SINGAPORE: With the roll-out of the Open Electricity Market in November, consumers now have more choice and many have been paying less for their electricity.
But people also wonder if this is tenable in the long run and why SP Group, formerly the sole retailer of electricity in Singapore, could not offer the same discounts as its emerging competitors.
Wouldn’t it make things a lot simpler if consumers could have smaller bills from SP Group instead?
We put these questions to the Energy Market Authority (EMA), SP Group, energy retailers and an expert.
Why doesn’t SP Group offer consumers electricity at lower rates?
In a nutshell: Because it doesn’t set the electricity tariff paid by consumers.
SP Group is required by the Government to supply electricity to all consumers in Singapore.
Electricity tariffs are not set by the group, but are regulated by EMA to “recover the long-term costs of producing and delivering electricity to consumers”. This includes fuel prices, building and operating power plants as well as maintaining the power grid.
SP Group gets a fixed component out of the tariff for operating and maintaining the power grid, and providing services such as billing and meter reading. This regulated rate has been stable for the past decade, says EMA.
According to the rates in Q1 2019, SP Group is paid 5.71 cents per kWh, out of 23.85 cents per kWh paid by households. This comes to about 24 per cent of the tariff.
What else are we paying for in our power bills apart from the SP component?
Most of the tariff goes to power generation companies, while a small percentage goes to the Energy Market Company and EMA.
The energy cost, or cost of imported natural gas, is tied to oil prices by commercial contracts, which change depending on global market conditions. It is based on the average price of oil and the average SGD/USD exchange rate in the previous quarter. This component, paid to the power companies, is adjusted quarterly.
The market administration and power system operation fee is paid to the Energy Market Company, which operates Singapore’s wholesale electricity market, and EMA for operating the power system. This fee is reviewed annually.
How can electricity retailers offer cheaper electricity than SP Group?
Retailers in the Open Electricity Market are either the retail arm of power generators or independent retailers which buy electricity in bulk from power generation companies in a wholesale market where prices change every 30 minutes depending on demand and supply.
Between 2005 and 2012, the wholesale market price “trended upwards”. Until 2013, it tended to be higher than the regulated tariff.
About five years ago, the electricity generation capacity began to exceed consumption. As a result of overproduction, wholesale prices dipped to below that of the regulated tariff.

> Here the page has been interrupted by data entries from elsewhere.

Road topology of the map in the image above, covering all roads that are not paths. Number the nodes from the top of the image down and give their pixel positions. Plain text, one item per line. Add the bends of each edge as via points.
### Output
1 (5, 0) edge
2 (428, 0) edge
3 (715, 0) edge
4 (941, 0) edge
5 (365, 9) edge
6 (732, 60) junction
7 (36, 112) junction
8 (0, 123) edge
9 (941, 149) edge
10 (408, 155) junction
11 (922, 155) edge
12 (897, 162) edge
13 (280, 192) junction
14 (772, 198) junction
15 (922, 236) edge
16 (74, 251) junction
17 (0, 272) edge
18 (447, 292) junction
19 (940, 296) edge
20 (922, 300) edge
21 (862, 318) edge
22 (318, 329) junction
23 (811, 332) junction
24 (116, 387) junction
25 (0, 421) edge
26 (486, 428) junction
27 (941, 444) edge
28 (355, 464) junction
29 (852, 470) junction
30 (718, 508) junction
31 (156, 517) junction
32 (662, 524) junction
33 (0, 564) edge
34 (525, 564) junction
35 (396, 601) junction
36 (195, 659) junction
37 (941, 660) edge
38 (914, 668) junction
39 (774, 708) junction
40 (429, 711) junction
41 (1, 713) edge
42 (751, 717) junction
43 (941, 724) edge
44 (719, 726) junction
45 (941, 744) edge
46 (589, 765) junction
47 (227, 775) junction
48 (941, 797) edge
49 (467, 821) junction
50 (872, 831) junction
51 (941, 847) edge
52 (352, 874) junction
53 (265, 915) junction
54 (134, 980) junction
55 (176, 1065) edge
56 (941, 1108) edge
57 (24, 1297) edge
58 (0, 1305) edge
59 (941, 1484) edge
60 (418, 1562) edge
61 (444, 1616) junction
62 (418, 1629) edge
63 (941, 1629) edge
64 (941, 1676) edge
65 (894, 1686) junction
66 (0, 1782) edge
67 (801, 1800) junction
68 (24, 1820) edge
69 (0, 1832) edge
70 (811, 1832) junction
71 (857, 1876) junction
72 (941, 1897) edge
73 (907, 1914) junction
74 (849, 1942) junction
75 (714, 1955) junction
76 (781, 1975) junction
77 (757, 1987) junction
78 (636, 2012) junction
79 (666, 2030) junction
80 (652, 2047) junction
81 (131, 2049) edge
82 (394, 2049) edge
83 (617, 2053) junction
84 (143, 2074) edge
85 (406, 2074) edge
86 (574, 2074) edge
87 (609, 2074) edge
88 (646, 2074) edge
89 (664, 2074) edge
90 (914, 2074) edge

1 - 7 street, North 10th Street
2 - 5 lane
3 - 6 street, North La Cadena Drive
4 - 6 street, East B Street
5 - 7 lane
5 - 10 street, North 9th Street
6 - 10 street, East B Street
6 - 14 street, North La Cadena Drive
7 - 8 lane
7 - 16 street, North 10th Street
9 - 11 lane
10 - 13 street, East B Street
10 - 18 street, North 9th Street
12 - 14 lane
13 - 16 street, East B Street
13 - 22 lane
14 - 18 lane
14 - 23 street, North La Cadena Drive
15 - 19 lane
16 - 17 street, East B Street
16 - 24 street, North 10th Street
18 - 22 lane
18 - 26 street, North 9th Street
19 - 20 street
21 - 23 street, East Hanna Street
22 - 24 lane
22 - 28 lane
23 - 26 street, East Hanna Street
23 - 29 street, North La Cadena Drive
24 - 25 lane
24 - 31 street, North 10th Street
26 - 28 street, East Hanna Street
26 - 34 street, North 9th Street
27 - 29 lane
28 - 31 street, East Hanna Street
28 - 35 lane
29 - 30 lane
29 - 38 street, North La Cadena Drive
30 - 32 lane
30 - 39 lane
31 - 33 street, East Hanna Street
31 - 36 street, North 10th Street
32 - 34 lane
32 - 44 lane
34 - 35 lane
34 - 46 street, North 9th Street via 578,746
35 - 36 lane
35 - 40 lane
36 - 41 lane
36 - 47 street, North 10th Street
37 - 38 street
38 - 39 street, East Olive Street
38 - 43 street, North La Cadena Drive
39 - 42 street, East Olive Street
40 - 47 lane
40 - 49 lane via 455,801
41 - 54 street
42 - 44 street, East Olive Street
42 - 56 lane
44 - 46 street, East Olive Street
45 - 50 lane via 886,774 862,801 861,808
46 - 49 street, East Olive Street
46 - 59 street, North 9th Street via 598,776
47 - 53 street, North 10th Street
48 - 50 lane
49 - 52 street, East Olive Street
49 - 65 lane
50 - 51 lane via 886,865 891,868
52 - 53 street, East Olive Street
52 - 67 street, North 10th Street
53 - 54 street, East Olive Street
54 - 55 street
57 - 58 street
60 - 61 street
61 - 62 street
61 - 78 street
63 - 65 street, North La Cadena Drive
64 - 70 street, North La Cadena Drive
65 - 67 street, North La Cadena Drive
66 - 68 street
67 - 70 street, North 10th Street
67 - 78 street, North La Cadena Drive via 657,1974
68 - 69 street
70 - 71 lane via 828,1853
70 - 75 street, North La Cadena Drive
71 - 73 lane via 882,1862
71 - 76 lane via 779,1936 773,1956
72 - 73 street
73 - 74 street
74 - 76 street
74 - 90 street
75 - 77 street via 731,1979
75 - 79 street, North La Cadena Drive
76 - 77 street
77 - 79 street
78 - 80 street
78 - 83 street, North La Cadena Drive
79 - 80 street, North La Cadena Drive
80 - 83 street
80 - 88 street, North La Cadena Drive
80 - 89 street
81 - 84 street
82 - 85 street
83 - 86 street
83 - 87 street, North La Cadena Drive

The wholesale electricity price reached an all-time low in 2016 due to “excess generation capacity in the market and declining oil prices”, said EMA. In 2017, it increased as oil prices recovered.
Currently, the fuel cost in the regulated tariff is 18.1 cents/kWh, while the wholesale electricity price currently fluctuates in the range of 10 cents/kWh.
Consumers can now also purchase power from SP Group at the wholesale price, but they will be subject to the constant price fluctuations.
Why can retailers vary the rates offered to customers, especially when they are buying from the same pool of power generators?
Retailers can vary their prices and business strategies to adapt to current market conditions, and can also select their target consumer groups, like businesses or families.
Union Power, a subsidiary of home-grown bottled-gas supplier Union Energy, focuses on customers who are already using its liquefied petroleum gas.
ES Power, on the other hand, is hoping to differentiate itself with its carbon-neutral electricity, banking on the demand for green energy.
Retailers are also able to customise price plans, including the bundling of other services or products, and can impose contract lock-in periods or early termination charges.
For example, Geneco offers six plans, including a peak and off-peak option targeted at consumers who wish to monitor their own consumption.
“Generator-retailers like Geneco, and independent retailers ... are allowed to set their own rates, which takes into account current market conditions, shorter-term costs of producing electricity, and competition levels,” said Mr Low Boon Tong, Geneco’s executive vice-president of retail.
Retailers like Ohm Energy and Geneco also cut down on overhead costs by shifting their operations online, as well as automating their systems.
How might prices and the market pan out in the long run?
As with energy markets overseas, several retailers are likely to be successful in the long run, said Professor Subodh Mhaisalkar, executive director of the Energy Research Institute at Singapore's Nanyang Technological University.
Companies have to innovate and offer differentiated services in order to adapt as the market evolves, he added.
“I see the market continuing to evolve and offer new ideas and new services; some energy related (for example: Internet of Things, apps, energy saving appliances) and others will offer bundled services,” he said.
However, demand for electricity is likely to increase, with changing lifestyles as well as the electrification push as seen in the rise of electric vehicles, port electrification and energy efficiency in industries.
The prices offered by retailers will change as the underlying cost of energy changes.
“While price may seem the most important factor for now, consumers must understand that lower prices today are not a given in the long term regardless of whether you stay on the current scheme or change to a new retailer,” said Geneco’s Mr Low.